_Aim of the task_
Your output should be the entries below, from the first line up to and including the line with "filter:drop-shadow(0 0 1px", reproduced exactly and with no other lines.

Stored data entries

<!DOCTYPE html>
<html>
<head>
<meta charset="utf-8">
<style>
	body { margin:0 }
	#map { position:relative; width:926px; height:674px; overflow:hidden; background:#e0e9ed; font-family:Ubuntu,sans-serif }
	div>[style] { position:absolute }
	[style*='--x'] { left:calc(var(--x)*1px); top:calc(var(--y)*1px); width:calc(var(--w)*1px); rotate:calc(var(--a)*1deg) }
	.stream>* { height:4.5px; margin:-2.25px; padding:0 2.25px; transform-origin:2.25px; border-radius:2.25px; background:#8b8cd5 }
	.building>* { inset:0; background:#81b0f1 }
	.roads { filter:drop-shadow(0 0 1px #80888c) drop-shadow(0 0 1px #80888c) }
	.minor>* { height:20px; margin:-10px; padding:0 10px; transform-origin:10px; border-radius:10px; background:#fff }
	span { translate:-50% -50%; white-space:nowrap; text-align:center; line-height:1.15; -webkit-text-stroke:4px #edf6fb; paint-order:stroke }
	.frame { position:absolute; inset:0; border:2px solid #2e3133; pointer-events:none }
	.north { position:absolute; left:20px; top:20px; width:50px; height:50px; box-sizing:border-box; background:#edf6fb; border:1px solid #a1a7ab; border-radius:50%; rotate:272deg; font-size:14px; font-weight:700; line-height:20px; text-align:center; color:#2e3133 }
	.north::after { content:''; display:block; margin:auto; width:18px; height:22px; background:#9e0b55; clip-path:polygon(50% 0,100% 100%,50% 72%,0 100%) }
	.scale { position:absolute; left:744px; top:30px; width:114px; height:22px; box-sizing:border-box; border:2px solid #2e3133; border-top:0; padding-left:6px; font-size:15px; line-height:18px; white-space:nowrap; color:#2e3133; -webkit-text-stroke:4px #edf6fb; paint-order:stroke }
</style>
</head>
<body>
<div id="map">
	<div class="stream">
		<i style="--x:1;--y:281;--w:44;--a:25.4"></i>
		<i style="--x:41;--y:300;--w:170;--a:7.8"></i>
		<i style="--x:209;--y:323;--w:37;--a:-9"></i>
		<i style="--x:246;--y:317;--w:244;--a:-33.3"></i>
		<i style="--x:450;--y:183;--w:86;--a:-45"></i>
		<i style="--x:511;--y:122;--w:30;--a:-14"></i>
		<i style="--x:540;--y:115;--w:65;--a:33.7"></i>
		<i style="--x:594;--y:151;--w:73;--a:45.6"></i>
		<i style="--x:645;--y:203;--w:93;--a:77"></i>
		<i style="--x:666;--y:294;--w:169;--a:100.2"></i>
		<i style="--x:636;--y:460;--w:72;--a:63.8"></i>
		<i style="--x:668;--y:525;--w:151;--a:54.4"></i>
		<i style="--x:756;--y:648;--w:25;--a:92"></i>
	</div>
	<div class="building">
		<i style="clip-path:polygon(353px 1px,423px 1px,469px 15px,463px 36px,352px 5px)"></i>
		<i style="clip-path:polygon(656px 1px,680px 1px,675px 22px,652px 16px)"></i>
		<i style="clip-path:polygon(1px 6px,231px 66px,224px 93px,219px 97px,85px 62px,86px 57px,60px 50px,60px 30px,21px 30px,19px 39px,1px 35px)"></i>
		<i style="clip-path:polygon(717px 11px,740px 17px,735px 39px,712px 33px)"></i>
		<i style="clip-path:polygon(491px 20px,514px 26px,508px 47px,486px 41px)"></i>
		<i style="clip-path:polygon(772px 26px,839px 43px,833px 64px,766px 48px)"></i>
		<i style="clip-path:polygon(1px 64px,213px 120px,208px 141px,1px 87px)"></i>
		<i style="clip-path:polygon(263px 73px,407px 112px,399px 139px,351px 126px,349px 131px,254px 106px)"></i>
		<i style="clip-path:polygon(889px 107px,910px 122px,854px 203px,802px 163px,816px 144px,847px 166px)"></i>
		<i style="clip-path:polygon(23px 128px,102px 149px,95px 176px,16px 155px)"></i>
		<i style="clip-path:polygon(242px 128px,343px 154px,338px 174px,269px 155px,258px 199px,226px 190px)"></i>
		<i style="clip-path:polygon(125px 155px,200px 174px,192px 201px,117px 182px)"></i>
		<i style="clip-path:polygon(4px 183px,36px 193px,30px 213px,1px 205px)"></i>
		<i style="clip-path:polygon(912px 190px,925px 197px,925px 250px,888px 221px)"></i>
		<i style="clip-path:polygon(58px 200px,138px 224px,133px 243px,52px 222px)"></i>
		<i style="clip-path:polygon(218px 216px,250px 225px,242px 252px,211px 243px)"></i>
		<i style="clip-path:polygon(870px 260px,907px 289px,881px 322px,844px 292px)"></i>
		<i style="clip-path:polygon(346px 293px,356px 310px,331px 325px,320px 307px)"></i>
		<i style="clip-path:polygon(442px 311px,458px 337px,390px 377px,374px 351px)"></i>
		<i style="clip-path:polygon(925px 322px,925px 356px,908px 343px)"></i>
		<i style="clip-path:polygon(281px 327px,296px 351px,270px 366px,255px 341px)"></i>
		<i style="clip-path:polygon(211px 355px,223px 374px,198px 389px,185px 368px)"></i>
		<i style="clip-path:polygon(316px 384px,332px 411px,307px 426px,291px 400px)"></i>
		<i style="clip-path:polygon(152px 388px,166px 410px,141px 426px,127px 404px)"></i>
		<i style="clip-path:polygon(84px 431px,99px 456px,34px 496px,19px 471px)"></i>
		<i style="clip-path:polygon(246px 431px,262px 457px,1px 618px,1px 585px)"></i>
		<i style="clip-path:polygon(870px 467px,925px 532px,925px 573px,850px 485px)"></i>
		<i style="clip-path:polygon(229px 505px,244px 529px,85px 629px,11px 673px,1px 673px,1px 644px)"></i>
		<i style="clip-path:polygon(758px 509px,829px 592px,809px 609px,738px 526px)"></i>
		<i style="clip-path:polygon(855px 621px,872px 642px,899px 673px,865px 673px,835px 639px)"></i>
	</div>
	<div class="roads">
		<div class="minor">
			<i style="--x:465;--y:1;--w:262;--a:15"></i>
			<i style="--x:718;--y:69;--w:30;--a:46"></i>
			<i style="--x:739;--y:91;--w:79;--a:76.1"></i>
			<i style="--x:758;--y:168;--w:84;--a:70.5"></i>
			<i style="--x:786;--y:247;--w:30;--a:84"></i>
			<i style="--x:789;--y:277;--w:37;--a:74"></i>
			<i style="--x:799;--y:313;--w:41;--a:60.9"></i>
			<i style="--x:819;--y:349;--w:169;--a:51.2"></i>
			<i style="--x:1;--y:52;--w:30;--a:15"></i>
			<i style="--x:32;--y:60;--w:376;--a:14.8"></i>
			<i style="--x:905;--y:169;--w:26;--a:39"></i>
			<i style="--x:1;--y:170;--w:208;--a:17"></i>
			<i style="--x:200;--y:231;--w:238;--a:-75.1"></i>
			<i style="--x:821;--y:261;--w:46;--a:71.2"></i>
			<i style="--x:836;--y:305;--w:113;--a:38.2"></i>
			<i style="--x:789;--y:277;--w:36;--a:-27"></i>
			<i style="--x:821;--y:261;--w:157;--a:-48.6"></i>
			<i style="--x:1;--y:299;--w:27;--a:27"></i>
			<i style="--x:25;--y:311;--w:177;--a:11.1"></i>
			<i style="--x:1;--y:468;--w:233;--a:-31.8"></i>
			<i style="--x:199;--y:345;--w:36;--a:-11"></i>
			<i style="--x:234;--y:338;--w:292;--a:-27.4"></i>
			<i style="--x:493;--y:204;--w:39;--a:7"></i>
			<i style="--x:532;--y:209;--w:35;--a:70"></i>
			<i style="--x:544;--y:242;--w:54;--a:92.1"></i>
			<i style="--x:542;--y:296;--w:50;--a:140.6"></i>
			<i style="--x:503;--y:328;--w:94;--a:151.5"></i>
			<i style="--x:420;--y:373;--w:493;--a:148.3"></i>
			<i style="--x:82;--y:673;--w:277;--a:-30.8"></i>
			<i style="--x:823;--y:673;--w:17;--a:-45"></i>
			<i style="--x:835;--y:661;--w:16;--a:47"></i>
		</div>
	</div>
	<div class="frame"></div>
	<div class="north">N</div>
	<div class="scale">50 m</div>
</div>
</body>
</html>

_Result of the task_
<!DOCTYPE html>
<html>
<head>
<meta charset="utf-8">
<style>
	body { margin:0 }
	#map { position:relative; width:926px; height:674px; overflow:hidden; background:#e0e9ed; font-family:Ubuntu,sans-serif }
	div>[style] { position:absolute }
	[style*='--x'] { left:calc(var(--x)*1px); top:calc(var(--y)*1px); width:calc(var(--w)*1px); rotate:calc(var(--a)*1deg) }
	.stream>* { height:4.5px; margin:-2.25px; padding:0 2.25px; transform-origin:2.25px; border-radius:2.25px; background:#8b8cd5 }
	.building>* { inset:0; background:#81b0f1 }
	.roads { filter:drop-shadow(0 0 1px #80888c) drop-shadow(0 0 1px #80888c) }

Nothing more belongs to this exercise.